The proposal develops the entire site with a large factory box of translucent materials that the public realm bleeds into while maintaing security for the school.
The public bleeds into the East end off of main transit path Centre Ave, this commons zone is securely and acoustically separated through the core spaces of reception, balcony and offices from the open free studio.
The building has clean facade skin with entrance canopy and accessible outdoor systems learning roof. It maintains a visual connection to the community while remaining a safe place for the young students. The skin is supported by a regular structure of five subdivided bays to support the crane and pod movement. The core and service storage exist within this structure.
The commons space is on Centre and Broad, the more public street corner that draws users from the transit center and Penn ave. This space can is flexible to be used for the cafeteria, gym or auditorium during school hours or flip to become a reception space for the public at night or a weekend farmers market with the operable panels opening the space up to the street.
There is a service bar of program along the south wall that spans the length of the building housing support spaces for the main program.
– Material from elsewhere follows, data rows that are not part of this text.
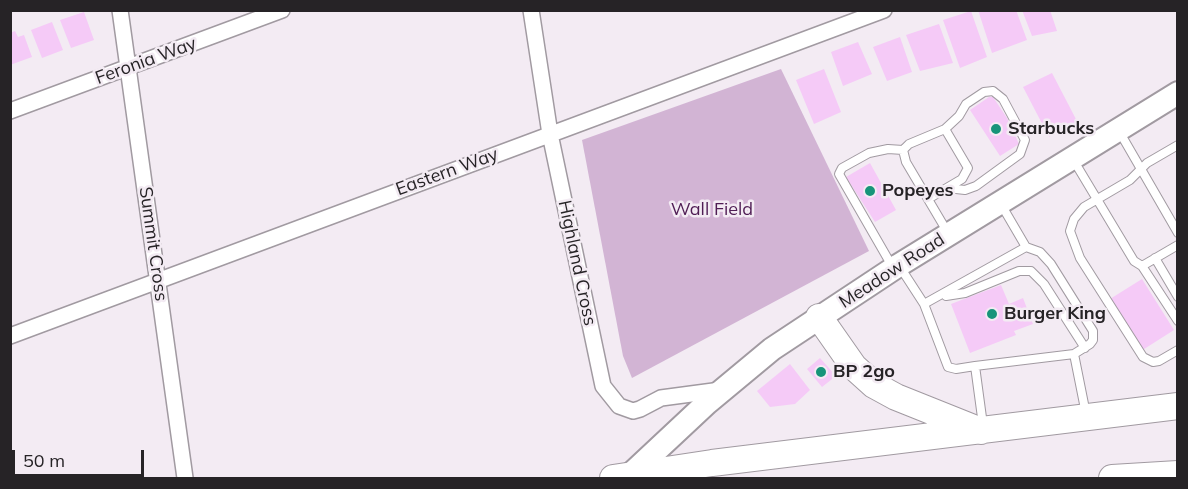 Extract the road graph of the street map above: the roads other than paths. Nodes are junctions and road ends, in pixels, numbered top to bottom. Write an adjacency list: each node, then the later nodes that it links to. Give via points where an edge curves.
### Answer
1 (120, 10): 5 (street, Summit Cross)
2 (282, 10): 5 (street, Feronia Way)
3 (531, 10): 10 (street, Highland Cross)
4 (884, 10): 10 (street, Eastern Way)
5 (128, 67): 7 (street, Feronia Way); 26 (street, Summit Cross)
6 (1178, 93): 9 (main road, Meadow Road)
7 (10, 111)
8 (945, 129): 12 (lane); 15 (lane, via 968,168 962,179); 15 (lane, via 966,104 984,92 993,91 1003,99 1025,140 1020,154 976,186 965,190)
9 (1118, 130): 13 (main road, Meadow Road); 14 (lane)
10 (550, 135): 26 (street, Eastern Way); 37 (street, Highland Cross, via 603,386 608,394 619,406 633,411 661,398)
11 (1178, 145): 14 (lane)
12 (903, 150): 16 (lane); 25 (lane, via 869,153 842,168 839,174)
13 (1072, 158): 17 (lane); 18 (main road, Meadow Road)
14 (1140, 170): 17 (lane); 19 (lane)
15 (947, 188): 16 (lane)
16 (928, 199): 20 (lane)
17 (1097, 199): 24 (lane, via 1134,261); 34 (lane, via 1074,219 1070,231 1074,246 1143,357 1153,362)
18 (1000, 202): 20 (main road, Meadow Road); 22 (lane)
19 (1178, 233)
20 (949, 234): 25 (main road, Meadow Road)
21 (1178, 245): 23 (lane)
22 (1026, 247): 27 (lane); 33 (lane, via 1046,257 1089,324 1093,340)
23 (1155, 258): 24 (lane); 28 (lane)
24 (1142, 266): 31 (lane)
25 (896, 267): 29 (lane); 30 (main road, Meadow Road)
26 (158, 279): 32 (street, Eastern Way); 43 (street, Summit Cross)
27 (939, 297): 29 (lane); 33 (lane, via 965,293 1031,271 1044,284)
28 (1178, 297)
29 (924, 304): 36 (lane, via 948,367)
30 (819, 317): 37 (main road, Meadow Road); 40 (highway, via 850,362 874,385)
31 (1178, 321)
32 (10, 336)
33 (1085, 348): 35 (lane)
34 (1178, 350)
35 (1074, 354): 36 (lane); 39 (lane)
36 (975, 366): 40 (lane)
37 (721, 390): 42 (main road, Meadow Road)
38 (1178, 406): 39 (highway)
39 (1087, 419): 40 (highway)
40 (985, 432): 42 (highway)
41 (1178, 474): 44 (highway)
42 (624, 477)
43 (185, 478)
44 (1112, 478) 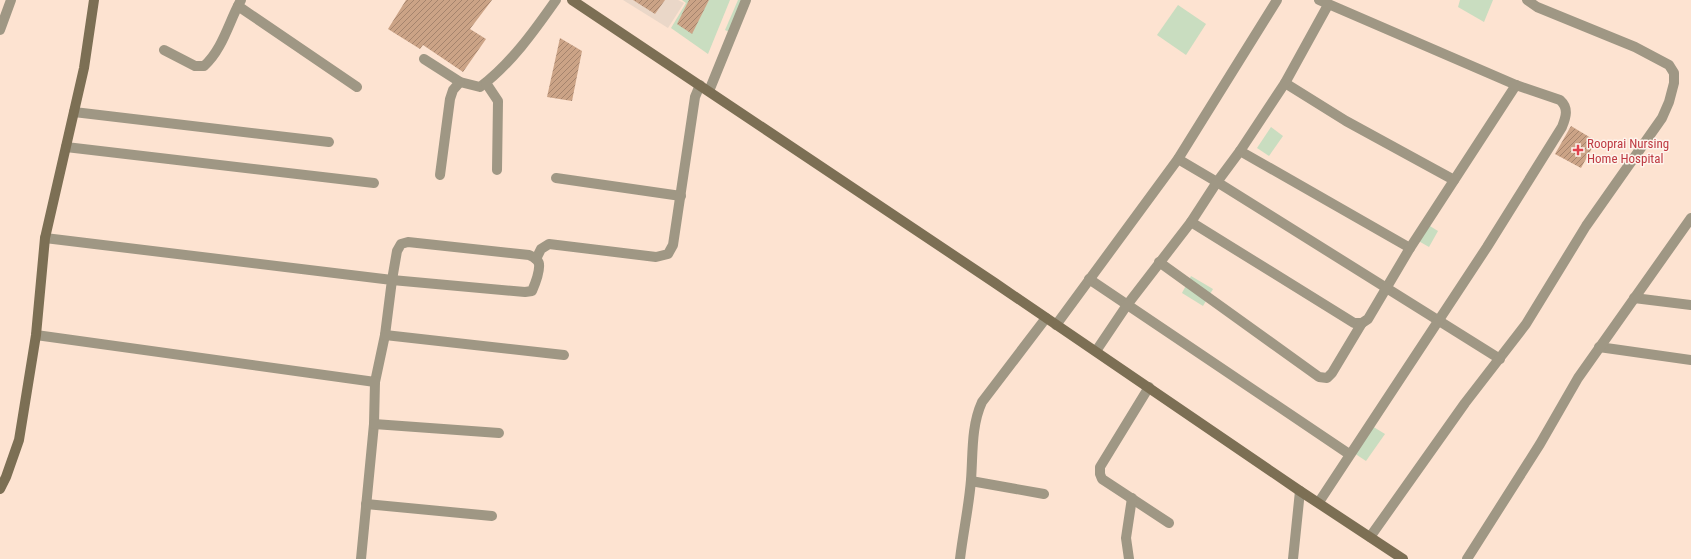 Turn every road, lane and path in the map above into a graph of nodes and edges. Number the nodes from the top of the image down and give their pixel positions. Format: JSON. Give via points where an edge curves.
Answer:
{"nodes":[{"id":1,"x":94,"y":0,"type":"edge"},
{"id":2,"x":556,"y":0,"type":"edge"},
{"id":3,"x":572,"y":0,"type":"edge"},
{"id":4,"x":746,"y":0,"type":"edge"},
{"id":5,"x":1277,"y":0,"type":"edge"},
{"id":6,"x":1527,"y":0,"type":"edge"},
{"id":7,"x":1324,"y":2,"type":"edge"},
{"id":8,"x":240,"y":3,"type":"edge"},
{"id":9,"x":6,"y":5,"type":"edge"},
{"id":10,"x":0,"y":30,"type":"edge"},
{"id":11,"x":164,"y":50,"type":"dead end"},
{"id":12,"x":424,"y":59,"type":"dead end"},
{"id":13,"x":460,"y":82,"type":"junction"},
{"id":14,"x":486,"y":83,"type":"junction"},
{"id":15,"x":1285,"y":83,"type":"junction"},
{"id":16,"x":700,"y":85,"type":"junction"},
{"id":17,"x":1516,"y":85,"type":"junction"},
{"id":18,"x":357,"y":87,"type":"dead end"},
{"id":19,"x":709,"y":91,"type":"junction"},
{"id":20,"x":74,"y":112,"type":"junction"},
{"id":21,"x":329,"y":142,"type":"dead end"},
{"id":22,"x":66,"y":147,"type":"junction"},
{"id":23,"x":1240,"y":151,"type":"junction"},
{"id":24,"x":1178,"y":159,"type":"junction"},
{"id":25,"x":498,"y":170,"type":"dead end"},
{"id":26,"x":440,"y":175,"type":"dead end"},
{"id":27,"x":556,"y":178,"type":"dead end"},
{"id":28,"x":1454,"y":180,"type":"junction"},
{"id":29,"x":1217,"y":182,"type":"junction"},
{"id":30,"x":374,"y":183,"type":"dead end"},
{"id":31,"x":681,"y":196,"type":"junction"},
{"id":32,"x":1691,"y":218,"type":"edge"},
{"id":33,"x":1191,"y":222,"type":"junction"},
{"id":34,"x":45,"y":238,"type":"junction"},
{"id":35,"x":1410,"y":248,"type":"junction"},
{"id":36,"x":536,"y":259,"type":"junction"},
{"id":37,"x":1159,"y":262,"type":"junction"},
{"id":38,"x":1089,"y":279,"type":"junction"},
{"id":39,"x":392,"y":280,"type":"junction"},
{"id":40,"x":1386,"y":287,"type":"junction"},
{"id":41,"x":1634,"y":298,"type":"junction"},
{"id":42,"x":1127,"y":305,"type":"junction"},
{"id":43,"x":1691,"y":305,"type":"edge"},
{"id":44,"x":1046,"y":318,"type":"junction"},
{"id":45,"x":1438,"y":319,"type":"junction"},
{"id":46,"x":1362,"y":323,"type":"junction"},
{"id":47,"x":1056,"y":324,"type":"junction"},
{"id":48,"x":36,"y":335,"type":"junction"},
{"id":49,"x":385,"y":335,"type":"junction"},
{"id":50,"x":1599,"y":347,"type":"junction"},
{"id":51,"x":1096,"y":351,"type":"junction"},
{"id":52,"x":564,"y":355,"type":"dead end"},
{"id":53,"x":1500,"y":359,"type":"junction"},
{"id":54,"x":1691,"y":360,"type":"edge"},
{"id":55,"x":375,"y":382,"type":"junction"},
{"id":56,"x":1148,"y":387,"type":"junction"},
{"id":57,"x":374,"y":424,"type":"junction"},
{"id":58,"x":499,"y":433,"type":"dead end"},
{"id":59,"x":1349,"y":454,"type":"junction"},
{"id":60,"x":971,"y":481,"type":"junction"},
{"id":61,"x":0,"y":489,"type":"edge"},
{"id":62,"x":1300,"y":491,"type":"junction"},
{"id":63,"x":1044,"y":494,"type":"dead end"},
{"id":64,"x":1132,"y":498,"type":"junction"},
{"id":65,"x":1319,"y":502,"type":"junction"},
{"id":66,"x":366,"y":504,"type":"junction"},
{"id":67,"x":492,"y":516,"type":"dead end"},
{"id":68,"x":1169,"y":523,"type":"dead end"},
{"id":69,"x":1370,"y":537,"type":"junction"},
{"id":70,"x":1398,"y":558,"type":"edge"},
{"id":71,"x":361,"y":559,"type":"edge"},
{"id":72,"x":960,"y":559,"type":"edge"},
{"id":73,"x":1129,"y":559,"type":"edge"},
{"id":74,"x":1293,"y":559,"type":"edge"},
{"id":75,"x":1466,"y":559,"type":"edge"}],
"edges":[{"from":1,"to":20,"type":"street","via":[[89,42]]},
{"from":2,"to":14,"type":"street","via":[[535,30]]},
{"from":3,"to":16,"type":"street"},
{"from":4,"to":19,"type":"street"},
{"from":5,"to":24,"type":"street"},
{"from":6,"to":53,"type":"street","via":[[1537,7],[1635,47],[1669,65],[1674,73],[1674,83],[1662,118],[1586,226],[1526,324]]},
{"from":7,"to":15,"type":"street"},
{"from":7,"to":17,"type":"street"},
{"from":8,"to":11,"type":"street","via":[[218,49],[204,66],[196,66]]},
{"from":8,"to":18,"type":"street"},
{"from":9,"to":10,"type":"street"},
{"from":12,"to":13,"type":"street"},
{"from":13,"to":14,"type":"street","via":[[480,87]]},
{"from":13,"to":26,"type":"street","via":[[450,99]]},
{"from":14,"to":25,"type":"street","via":[[498,101]]},
{"from":15,"to":23,"type":"street"},
{"from":15,"to":28,"type":"street","via":[[1346,121]]},
{"from":16,"to":19,"type":"street"},
{"from":16,"to":31,"type":"street","via":[[695,97]]},
{"from":17,"to":28,"type":"street"},
{"from":17,"to":45,"type":"street","via":[[1560,100],[1565,108],[1566,117],[1487,247]]},
{"from":19,"to":44,"type":"street"},
{"from":20,"to":21,"type":"street"},
{"from":20,"to":22,"type":"street"},
{"from":22,"to":30,"type":"street"},
{"from":22,"to":34,"type":"street"},
{"from":23,"to":29,"type":"street"},
{"from":23,"to":35,"type":"street"},
{"from":24,"to":29,"type":"street"},
{"from":24,"to":38,"type":"street"},
{"from":27,"to":31,"type":"street"},
{"from":28,"to":35,"type":"street"},
{"from":29,"to":33,"type":"street"},
{"from":29,"to":40,"type":"street"},
{"from":31,"to":36,"type":"street","via":[[673,245],[668,254],[656,257],[548,244],[540,249]]},
{"from":32,"to":41,"type":"street"},
{"from":33,"to":37,"type":"street"},
{"from":33,"to":46,"type":"street","via":[[1354,323]]},
{"from":34,"to":39,"type":"street"},
{"from":34,"to":48,"type":"street"},
{"from":35,"to":40,"type":"street"},
{"from":36,"to":39,"type":"street","via":[[539,264],[532,291]]},
{"from":36,"to":39,"type":"street","via":[[529,255],[408,242],[401,244],[397,251]]},
{"from":37,"to":42,"type":"street"},
{"from":37,"to":46,"type":"street","via":[[1318,377],[1327,378],[1332,374]]},
{"from":38,"to":42,"type":"street"},
{"from":38,"to":47,"type":"street"},
{"from":39,"to":49,"type":"street"},
{"from":40,"to":45,"type":"street"},
{"from":40,"to":46,"type":"street","via":[[1368,319]]},
{"from":41,"to":43,"type":"street"},
{"from":41,"to":50,"type":"street"},
{"from":42,"to":51,"type":"street"},
{"from":42,"to":59,"type":"street"},
{"from":44,"to":47,"type":"street"},
{"from":44,"to":60,"type":"street","via":[[982,402],[975,421]]},
{"from":45,"to":53,"type":"street"},
{"from":45,"to":59,"type":"street"},
{"from":47,"to":51,"type":"street"},
{"from":48,"to":55,"type":"street"},
{"from":48,"to":61,"type":"street","via":[[19,440]]},
{"from":49,"to":52,"type":"street"},
{"from":49,"to":55,"type":"street"},
{"from":50,"to":54,"type":"street"},
{"from":50,"to":75,"type":"street"},
{"from":51,"to":56,"type":"street"},
{"from":53,"to":69,"type":"street","via":[[1465,403]]},
{"from":55,"to":57,"type":"street"},
{"from":56,"to":62,"type":"street"},
{"from":56,"to":64,"type":"street","via":[[1100,467],[1102,479]]},
{"from":57,"to":58,"type":"street"},
{"from":57,"to":66,"type":"street"},
{"from":59,"to":65,"type":"street"},
{"from":60,"to":63,"type":"street"},
{"from":60,"to":72,"type":"street"},
{"from":62,"to":65,"type":"street"},
{"from":62,"to":74,"type":"street"},
{"from":64,"to":68,"type":"street"},
{"from":64,"to":73,"type":"street","via":[[1126,538]]},
{"from":65,"to":69,"type":"street"},
{"from":66,"to":67,"type":"street"},
{"from":66,"to":71,"type":"street"},
{"from":69,"to":70,"type":"street"}]}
The core between the commons and the open studio separates them acoustically, serves a playful circulation to the roof and service catwalks, houses the smaller program components and offers viewing balconies down onto the open spaces. This becomes a folly within the factory box that acts as the architectural playground.
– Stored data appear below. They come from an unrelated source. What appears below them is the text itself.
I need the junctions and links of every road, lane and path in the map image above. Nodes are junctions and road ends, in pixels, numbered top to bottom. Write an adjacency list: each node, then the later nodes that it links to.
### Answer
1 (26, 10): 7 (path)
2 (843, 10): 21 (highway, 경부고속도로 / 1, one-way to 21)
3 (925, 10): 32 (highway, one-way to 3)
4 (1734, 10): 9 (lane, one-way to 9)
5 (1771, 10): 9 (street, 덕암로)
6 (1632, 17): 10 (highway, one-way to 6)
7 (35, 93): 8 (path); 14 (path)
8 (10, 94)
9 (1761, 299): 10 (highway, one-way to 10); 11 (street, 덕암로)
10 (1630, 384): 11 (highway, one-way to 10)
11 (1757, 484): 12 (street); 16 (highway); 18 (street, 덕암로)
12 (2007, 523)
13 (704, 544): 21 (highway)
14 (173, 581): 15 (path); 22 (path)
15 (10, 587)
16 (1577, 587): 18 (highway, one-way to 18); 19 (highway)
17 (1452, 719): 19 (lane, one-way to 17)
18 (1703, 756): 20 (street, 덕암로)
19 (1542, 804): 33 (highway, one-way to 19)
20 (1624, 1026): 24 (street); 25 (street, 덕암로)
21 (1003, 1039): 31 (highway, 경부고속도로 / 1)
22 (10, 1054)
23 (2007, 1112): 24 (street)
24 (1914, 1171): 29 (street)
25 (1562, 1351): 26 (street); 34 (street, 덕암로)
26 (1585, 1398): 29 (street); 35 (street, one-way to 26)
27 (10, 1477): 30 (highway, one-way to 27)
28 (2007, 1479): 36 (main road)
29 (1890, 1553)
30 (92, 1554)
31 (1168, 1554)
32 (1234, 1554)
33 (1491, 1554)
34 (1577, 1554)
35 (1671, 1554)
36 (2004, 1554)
The open studio service bar becomes a wall of stationary project shops with garage doors on the ground level, individual systematic studio meeting pods on the second level and project storage trays on cantilever racks above those. These are deployed down into the studio ground level space with an overhead crane system that with a bridge that moves EW and can carry pods out NS.
This overhead crane system reinforces the factory motif while utilizing the functionality of a kinetic system. The deployable pods and project storage help organize the large studio space. They also offer possibilities for future repurposing of the space.
The outdoor learning is elevated to the rooftop to focus the students towards the buildings systems while creating an open yet safe southern stretch of grass. The vertical axis windmill tower is on the windiest corner of the site storing energy to the battery in the core. The sawtooth skylights allow for northern lighting into the space and southern solar panels collecting energy powering the studio pods when docked on the southern service bar. The skylights also allow for rainwater collection through the troughs.
This unique way of learning for a middle school asks for a unique learning space. The students have a high level of freedom within this large open yet secure box (plan with separation and axis to exits) and can move freely between the studio, into the project resource shops or up onto the viewing balconies or into the studio meeting pods while the teachers maintain a visual connection from balconies or the core rooms.